The History of Native Americans
An overview of the people who discovered and first lived in the Americas, called American Indians or Native Americans
- Grades: 3–5, 6–8
Many thousands of years ago, late in the Ice Age, the Indians journeyed across the Bering land bridge, from Asia into Alaska. Their descendants explored along the west coast of North America, and as early as 13,000 years ago, they had covered both continents, reaching all the way to the southern tip of South America. It is not exactly known when the first Americans arrived, but some archaeologists (scientists who study the remains of past human lives) believe it might have been as long as 40,000 years ago.
American Indians, like the peoples of Asia from whom they are descended, usually have dark hair, dark eyes, and light brown skin. However, over thousands of years, they have developed a wide range of characteristics, appearances, languages, and customs. There are as many different Indian nations, or communities, in the Americas as there are nations in Europe, Asia, or Africa, and there is as much variety among them.
Ten thousand years ago, when the Ice Age ended, changes in climate and increasing populations inspired the Indians to experiment with growing different crops. Some became highly skilled farmers. As early as 7000 BC in Mexico, they cultivated corn and squash. Indians also raised turkeys, llamas, and guinea pigs for food. They also hunted deer and bison and regularly burned off patches of land to keep it in pasture, so the animals would come to graze. On the coasts, they hunted sea mammals from boats and caught fish, using a variety of efficient methods.
After 2000 BC, the Indians developed states, each governing thousands of people. They established extensive trade routes across the continents and used cargo rafts and other boats to ship their goods from one trading point to another. In South America, llamas provided transportation on land.
From the present-day region of the mid-western United States to southern Peru in South America, centers of government were marked by enormous mounds of earth. Most of these mounds were flat on top, with palaces and temples built on them. Some were burial sites of honored leaders. American Indian cities were as big as the cities in Europe and Asia at that time, and their fine architecture is still greatly admired.

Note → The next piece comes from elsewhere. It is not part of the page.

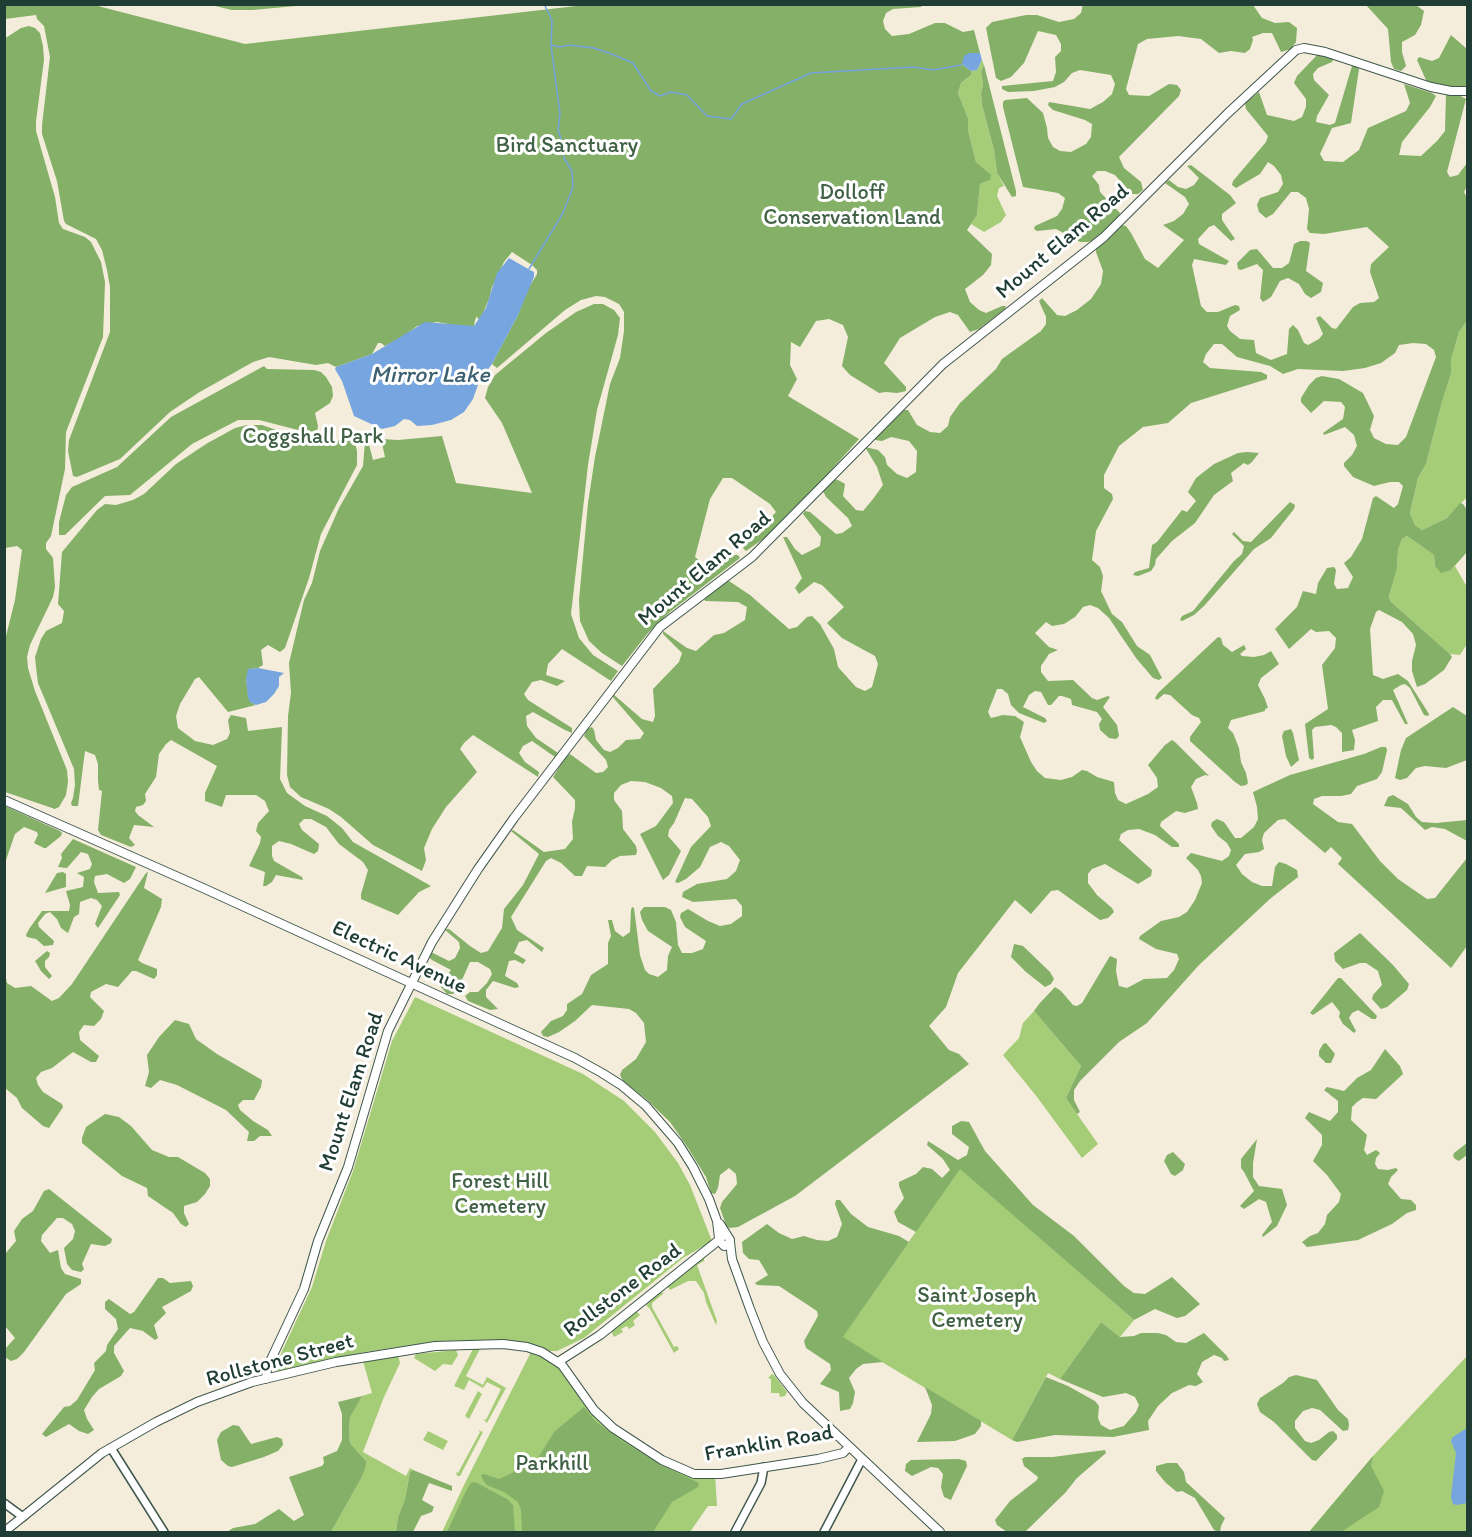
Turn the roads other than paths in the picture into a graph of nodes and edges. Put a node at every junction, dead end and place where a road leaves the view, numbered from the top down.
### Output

European invasions of the Americas began shortly after Columbus' discovery of the "New World" in 1492. The Europeans brought diseases with them, including smallpox and measles. These unfamiliar diseases spread quickly among the Indians, wiping out the populations of many Indian cities before the Europeans even saw them.
The Europeans started colonizing the Americas in order to cultivate new farmlands and create new jobs for the growing populations of Europe. To do so, they often had to fight the Native Americans for the land. Several factors gave the Europeans the advantage in these conflicts. First, they had some immunities to their own diseases and thus were not as completely devastated by them as the Indians were. Second, the Europeans had horses and guns, which overpowered the Indians' hand weapons and arrows in battle. Third, European settlements in the Americas grew at such a rate that the Europeans' descendants eventually simply outnumbered the Indians.
One by one, the Indian nations were defeated. In the regions of present-day southern Canada, the United States, and southern South America, survivors were gathered up and moved to specific areas, called reservations. In Mexico, Central America, and northern South America, the Indians of former great empires and small kingdoms remained as peasants and laborers, under Spanish rule. In the last few decades, developments in transportation and earth-moving machinery have made it profitable for outsiders to colonize the tropical lowland forests. Now the way of life for those Indians, too, is threatened.
Today Indian populations across both continents are once again on the rise. Indian leaders are beginning to achieve greater political success in fighting for the rights of their peoples. In addition, recent widespread concern over human rights has prompted governments and others to respect Indian cultures and traditions when responding to their needs.